The sketch above was drawn by John Bell and engraved by Brocas.  It is reproduced from James Stewart’s Historical Memoirs of the city of Armagh (Newry 1819).  The illustration on the rock to the right in the drawing indicates 4 roughly equal sized chambers with a semi-circular ‘court’ entrance.  Lewis (1837) estimated it all at 44 yards in length by 22 yards in breadth:  internally the chambers were 19 yards long.  The upright stones were said to average 7 feet in height, surmounted by very large slabs, and the whole (as always) was covered with loose stones and earth. 

 
Thomas Synnott opened it in 1791.  He found that the entrance pillars were giant stones some thirteen feet in height and that the internal chamber, which was divided into four sections, was some nineteen yards long.  The dolmen roof of this chamber was supported by massive nine feet high menhirs.  In the various compartments he discovered ancient clay vessels which would normally have contained human remains but here were empty.  

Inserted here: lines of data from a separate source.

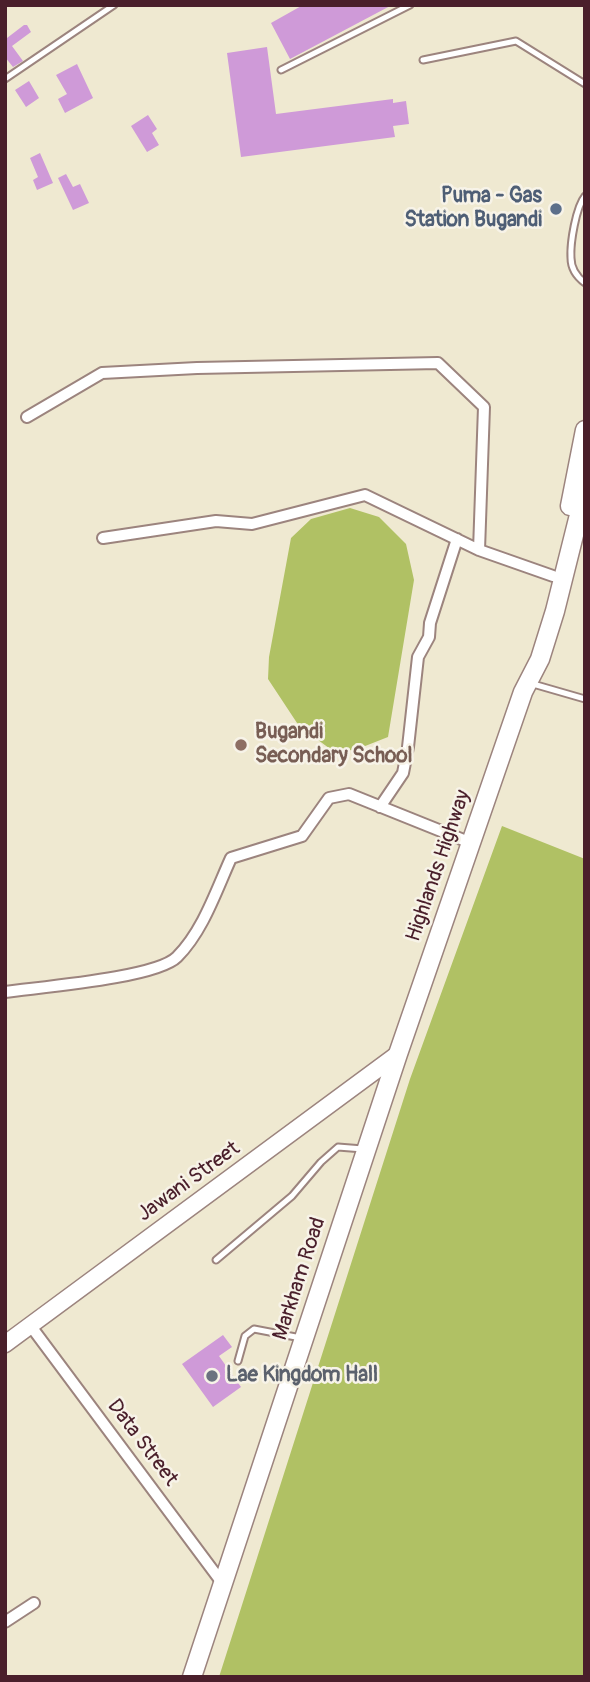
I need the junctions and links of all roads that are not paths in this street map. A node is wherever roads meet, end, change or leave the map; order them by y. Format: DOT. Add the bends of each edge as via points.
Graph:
graph roads {
  1 [pos="114,5"];
  2 [pos="410,5"];
  3 [pos="423,61"];
  4 [pos="281,70"];
  5 [pos="5,79"];
  6 [pos="585,84"];
  7 [pos="585,196"];
  8 [pos="585,283"];
  9 [pos="27,417"];
  10 [pos="585,430"];
  11 [pos="585,491"];
  12 [pos="103,538"];
  13 [pos="457,539"];
  14 [pos="479,550"];
  15 [pos="552,576"];
  16 [pos="527,687"];
  17 [pos="585,699"];
  18 [pos="380,807"];
  19 [pos="471,843"];
  20 [pos="5,992"];
  21 [pos="398,1054"];
  22 [pos="366,1149"];
  23 [pos="216,1260"];
  24 [pos="30,1325"];
  25 [pos="304,1339"];
  26 [pos="5,1344"];
  27 [pos="238,1361"];
  28 [pos="223,1584"];
  29 [pos="34,1604"];
  30 [pos="5,1622"];
  31 [pos="192,1677"];
  1 -- 5 [label="lane"];
  2 -- 4 [label="lane"];
  3 -- 6 [label="lane" via="516,41"];
  7 -- 8 [label="lane" via="577,212 570,257"];
  9 -- 14 [label="street" via="102,373 438,363 484,407"];
  10 -- 15 [label="main road, Highlands Highway"];
  11 -- 16 [label="main road, Highlands Highway" via="555,611"];
  12 -- 13 [label="street" via="216,521 252,524 365,495"];
  13 -- 14 [label="street"];
  13 -- 18 [label="street" via="429,637 418,657 403,773"];
  14 -- 15 [label="street"];
  15 -- 16 [label="main road, Highlands Highway" via="528,659"];
  16 -- 17 [label="lane"];
  16 -- 19 [label="main road, Highlands Highway"];
  18 -- 19 [label="street"];
  18 -- 20 [label="street" via="349,794 329,798 302,836 231,858 195,934 176,959 146,972"];
  19 -- 21 [label="main road, Highlands Highway"];
  21 -- 22 [label="main road, Markham Road"];
  21 -- 24 [label="street, Jawani Street"];
  22 -- 23 [label="lane" via="338,1147 292,1196"];
  22 -- 25 [label="main road, Markham Road"];
  24 -- 26 [label="street, Jawani Street"];
  24 -- 28 [label="street, Data Street"];
  25 -- 27 [label="lane" via="254,1329 245,1336"];
  25 -- 28 [label="main road, Markham Road"];
  28 -- 31 [label="main road, Markham Road"];
  29 -- 30 [label="street"];
}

It is reported that Lord Gosford, just 30 years later, used up to one hundred tons of its stone to build his now deserted castle outside Markethill.  Why?  Because he could!  And these then were transported over a considerable distance of poor nineteenth century roads.  Today his plunder forms an ugly edifice in the picturesque Gosford Forest Park.  At Annaghcloughmullion the beautiful Neolithic structure is no more. 

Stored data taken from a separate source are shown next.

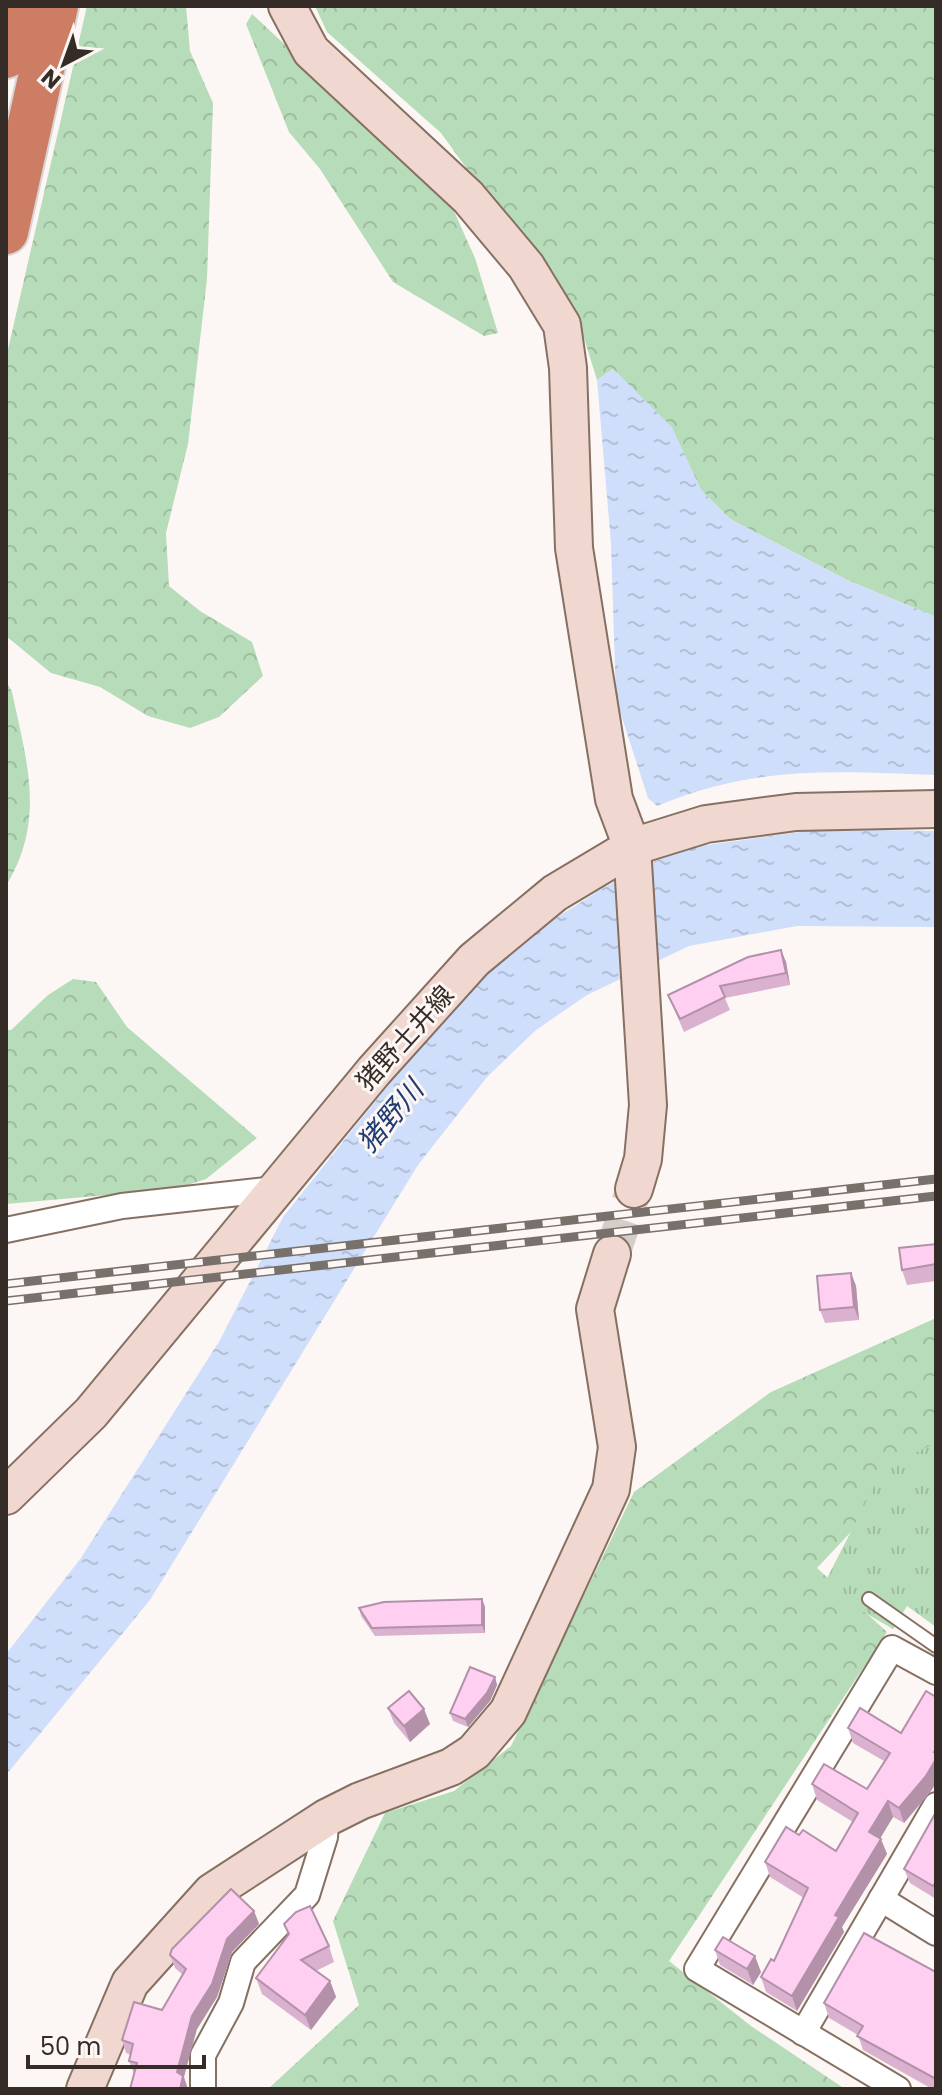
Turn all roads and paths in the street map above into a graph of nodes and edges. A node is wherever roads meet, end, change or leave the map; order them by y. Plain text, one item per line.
1 (16, 6) edge
2 (56, 6) edge
3 (287, 6) edge
4 (6, 56) edge
5 (6, 232) edge
6 (936, 809) edge
7 (632, 862) junction
8 (275, 1189) junction
9 (634, 1189) tunnel mouth
10 (6, 1230) edge
11 (612, 1254) tunnel mouth
12 (6, 1496) edge
13 (869, 1599) dead end
14 (936, 1646) edge
15 (936, 1672) edge
16 (936, 1805) edge
17 (326, 1818) junction
18 (881, 1899) junction
19 (936, 1933) edge
20 (803, 2033) junction
21 (85, 2089) edge
22 (203, 2089) edge
23 (898, 2089) edge

1 - 4 highway
2 - 5 highway
3 - 7 street
6 - 7 street, 猪野土井線
7 - 8 street, 猪野土井線
7 - 9 street
8 - 10 street
8 - 12 street, 猪野土井線
11 - 17 street
13 - 14 lane
15 - 20 street
16 - 18 street
17 - 21 street
17 - 22 street
18 - 19 street
18 - 20 street
20 - 23 street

This of course was not an isolated case.  Nor was the plunderer always the Planter or the Saxon.  It is believed that the Clontygora Court Cairn, and many others, were ruthlessly raided over the centuries for building stones.  There are still on the latter monument, rusting steel pins where the thief tried and failed to remove and transport the last of the great menhirs from there.  Much of its stone went to build the canal, and the Ship Canal on the Fathom Line below. 
 
And oral tradition has it that what remained after Gosford’s remarkable act of vandalism at Annaghcloughmullion was later taken in the construction of the first Lislea Church.  Surely a tragic irony if true, since our ancient forefathers also had a religious motivation in their first great feat of engineering.
 
One has to reflect what might have been the fate of the great monuments at Howth and Dowth, had they earlier come to the light of modern man.
 
And indeed, what act of vandalism will be perpetrated when the Dublin Government drives the M3 through the Hill of Tara!